É incrível como dois filmes sul-americanos e que fazem parte da Mostra Competitiva neste 6º Olhar de Cinema consigam ter visões tão contrárias uns aos outros. Ainda que Soldado devaneie enquanto possivelmente não percebe a bandeira que levanta, do outro lado Rey ficcionalmente gera um retrato consciente, ainda que em meio a loucura, que serve como uma severa crítica.

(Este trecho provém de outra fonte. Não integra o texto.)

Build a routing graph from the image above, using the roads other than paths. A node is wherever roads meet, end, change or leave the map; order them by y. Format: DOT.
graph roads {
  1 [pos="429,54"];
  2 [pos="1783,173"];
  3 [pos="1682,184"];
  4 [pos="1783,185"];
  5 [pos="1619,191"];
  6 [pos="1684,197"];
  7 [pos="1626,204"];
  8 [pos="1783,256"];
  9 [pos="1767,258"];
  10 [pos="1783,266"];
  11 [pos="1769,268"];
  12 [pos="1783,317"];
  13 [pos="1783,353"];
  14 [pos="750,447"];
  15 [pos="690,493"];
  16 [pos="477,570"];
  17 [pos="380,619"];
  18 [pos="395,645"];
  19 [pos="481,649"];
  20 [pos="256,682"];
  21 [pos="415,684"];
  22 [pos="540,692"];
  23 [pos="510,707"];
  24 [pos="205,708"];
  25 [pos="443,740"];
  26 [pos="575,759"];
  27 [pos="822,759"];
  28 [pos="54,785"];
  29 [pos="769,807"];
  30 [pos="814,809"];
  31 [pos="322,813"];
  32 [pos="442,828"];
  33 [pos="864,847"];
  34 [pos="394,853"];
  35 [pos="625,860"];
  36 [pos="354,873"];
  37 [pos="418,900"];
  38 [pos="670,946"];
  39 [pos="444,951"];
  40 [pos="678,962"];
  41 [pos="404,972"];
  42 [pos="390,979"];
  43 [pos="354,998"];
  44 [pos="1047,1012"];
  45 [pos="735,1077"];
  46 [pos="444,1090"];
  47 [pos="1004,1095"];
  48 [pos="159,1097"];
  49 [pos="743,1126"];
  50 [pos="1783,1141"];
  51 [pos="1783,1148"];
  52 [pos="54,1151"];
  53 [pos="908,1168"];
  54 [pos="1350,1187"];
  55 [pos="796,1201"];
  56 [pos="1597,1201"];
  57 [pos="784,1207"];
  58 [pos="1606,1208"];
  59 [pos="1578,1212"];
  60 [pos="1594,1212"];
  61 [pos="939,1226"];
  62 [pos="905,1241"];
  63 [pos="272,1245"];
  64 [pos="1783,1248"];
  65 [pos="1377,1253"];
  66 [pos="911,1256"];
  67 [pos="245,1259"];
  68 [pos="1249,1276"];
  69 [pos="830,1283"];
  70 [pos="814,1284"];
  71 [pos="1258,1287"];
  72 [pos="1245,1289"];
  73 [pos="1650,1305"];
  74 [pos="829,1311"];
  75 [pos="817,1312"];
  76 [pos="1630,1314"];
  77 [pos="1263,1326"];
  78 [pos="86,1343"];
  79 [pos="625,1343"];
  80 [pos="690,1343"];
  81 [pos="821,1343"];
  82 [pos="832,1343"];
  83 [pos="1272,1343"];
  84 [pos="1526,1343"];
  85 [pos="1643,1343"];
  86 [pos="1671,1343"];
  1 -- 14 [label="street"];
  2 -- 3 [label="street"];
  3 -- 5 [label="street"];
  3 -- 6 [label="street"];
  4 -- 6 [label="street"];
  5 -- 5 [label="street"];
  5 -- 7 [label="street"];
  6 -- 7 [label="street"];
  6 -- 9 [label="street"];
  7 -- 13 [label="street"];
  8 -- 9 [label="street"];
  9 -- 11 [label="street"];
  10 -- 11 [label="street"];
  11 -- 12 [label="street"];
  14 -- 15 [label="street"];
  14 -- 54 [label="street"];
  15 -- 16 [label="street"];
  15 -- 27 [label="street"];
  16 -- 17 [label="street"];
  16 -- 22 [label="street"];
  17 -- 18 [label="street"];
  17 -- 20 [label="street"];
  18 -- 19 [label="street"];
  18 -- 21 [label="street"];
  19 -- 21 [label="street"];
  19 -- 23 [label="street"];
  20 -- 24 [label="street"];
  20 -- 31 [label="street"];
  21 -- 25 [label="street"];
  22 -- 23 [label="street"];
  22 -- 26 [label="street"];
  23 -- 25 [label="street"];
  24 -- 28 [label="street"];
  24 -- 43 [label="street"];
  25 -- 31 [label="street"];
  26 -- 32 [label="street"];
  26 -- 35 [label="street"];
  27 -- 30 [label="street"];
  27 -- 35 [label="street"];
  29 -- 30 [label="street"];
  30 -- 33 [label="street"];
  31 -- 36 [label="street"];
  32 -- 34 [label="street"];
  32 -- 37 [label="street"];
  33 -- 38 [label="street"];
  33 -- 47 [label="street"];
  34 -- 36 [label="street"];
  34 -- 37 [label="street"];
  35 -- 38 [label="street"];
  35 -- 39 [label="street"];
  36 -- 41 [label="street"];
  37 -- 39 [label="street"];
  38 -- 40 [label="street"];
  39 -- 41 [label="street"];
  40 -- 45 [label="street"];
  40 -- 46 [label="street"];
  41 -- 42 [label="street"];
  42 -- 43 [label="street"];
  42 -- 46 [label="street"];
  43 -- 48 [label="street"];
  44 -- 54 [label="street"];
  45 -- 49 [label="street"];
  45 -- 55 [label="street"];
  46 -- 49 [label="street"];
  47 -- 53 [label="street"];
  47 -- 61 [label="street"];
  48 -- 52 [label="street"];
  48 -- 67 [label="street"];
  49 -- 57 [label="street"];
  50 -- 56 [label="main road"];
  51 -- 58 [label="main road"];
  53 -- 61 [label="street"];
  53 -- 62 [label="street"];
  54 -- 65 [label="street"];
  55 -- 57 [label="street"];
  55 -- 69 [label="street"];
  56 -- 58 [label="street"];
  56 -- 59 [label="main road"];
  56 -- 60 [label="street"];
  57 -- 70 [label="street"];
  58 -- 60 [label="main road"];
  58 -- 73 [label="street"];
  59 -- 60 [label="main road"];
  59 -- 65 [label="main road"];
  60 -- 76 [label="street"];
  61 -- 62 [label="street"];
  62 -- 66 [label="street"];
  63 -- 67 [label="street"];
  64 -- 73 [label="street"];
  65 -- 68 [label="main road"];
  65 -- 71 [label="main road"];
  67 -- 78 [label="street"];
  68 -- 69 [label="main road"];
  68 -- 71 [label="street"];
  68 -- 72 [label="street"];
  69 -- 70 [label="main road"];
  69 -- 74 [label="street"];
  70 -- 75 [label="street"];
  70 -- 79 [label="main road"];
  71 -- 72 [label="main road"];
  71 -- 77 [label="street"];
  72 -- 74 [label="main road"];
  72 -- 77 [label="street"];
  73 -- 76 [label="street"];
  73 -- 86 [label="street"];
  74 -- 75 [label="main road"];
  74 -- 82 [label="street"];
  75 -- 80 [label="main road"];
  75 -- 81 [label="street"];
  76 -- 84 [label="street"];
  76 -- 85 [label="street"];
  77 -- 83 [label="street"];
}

Soldado é um filme que de ordinário só não encontramos tal característica em sua fotografia. O apelo estético ao qual o diretor Manuel Abramovich está atento se faz o principal trunfo do documentário. Há momentos em que é impossível não se deslumbrar, ainda que por vezes seja só uma mera coincidência que conta com colaboração da natureza.
A Argentina, porém, tem sua grande parcela de sangue derramado por uma voraz ditadura militar. Algo pelo qual muitos dos países sul-americanos compartilham como uma amarga memória. Como se sabe, porém, há ainda resquícios do que há tanto se lutou para derrotar. No Brasil, por exemplo, é assustador como se tornou comum vermos cartazes pedindo por uma intervenção militar.
Soldado parece ingênuo em relação a tudo isso, ou simplesmente não se importa com os fatos. Não surpreenderia um dia descobrirmos que o documentário está sendo exibido nas salas de espera de alistamento militar na Argentina. Longe de demonizar a prática militar, ainda que seja necessária uma justificativa para a mesma, assim como uma revisão de sua utilidade em muitos casos.
É este questionamento, em relação a utilidade do exército, que delineia a sinopse de Soldado, mas quando acompanhamos a jornada de um jovem garoto entrando para o exército, vamos de lugar algum para lugar nenhum, restando somente um anseio do diretor pelo retorno de algo, somente para suprir essa aparente falta de propósito do Exército argentino contemporaneamente.
Por vezes é difícil discernir realidade de onírico em Rey. O filme do chileno Niles Atallah nos transporta ao século XIX, na aventura de Orllie-Antoine de Tounens, um francês que promoveu a união dos povos indígenas para a formação do Reino da Araucânia e Patagônia, estado nunca reconhecido.
Um diferencial do filme está logo aí, o ponto de vista que acompanhamos é, portanto, o de um colonizador, segundo a história, eleito pelas tribos que uniu como líder e, consequentemente, rei da região. Os ares de colonialismo se fazem muito mais presentes quando um febril Tounens se perde em meio a delírios, prometendo a si mesmo o estabelecimento de uma Nova França, título pelo qual também o lugar ficou conhecido.
Niles Atallah, entretanto, utiliza essa aproximação, e inclusive apropriação, do estrangeiro à cultura nativa de seu país como uma ambiguidade que ataca a ambos os lados. Enquanto o próprio país renega sua cultura nativa, indiciando os indígenas como selvagens insensatos, o colonizador vê ali a oportunidade de usar essas mesmas características como uma virtude.
Mas Rey vai além, conversa com o ser em seu estado mais íntimo, em contato com o primitivo, em contato com aquilo contra o que tanto lutou para manter escondido, sobre camadas que julgam o próximo, mas cuja ganância tornam inevitavelmente a derramar o sangue alheio.
Num trabalho de estética quase que completamente experimental, que flerta com o formalismo, Rey utiliza da linguagem cinematográfica para abordar o ato no qual sucumbe a humanidade e as mitologias que a caracterizam. Algo que transcende na alucinação de que o homem aspira a mais do que realmente é.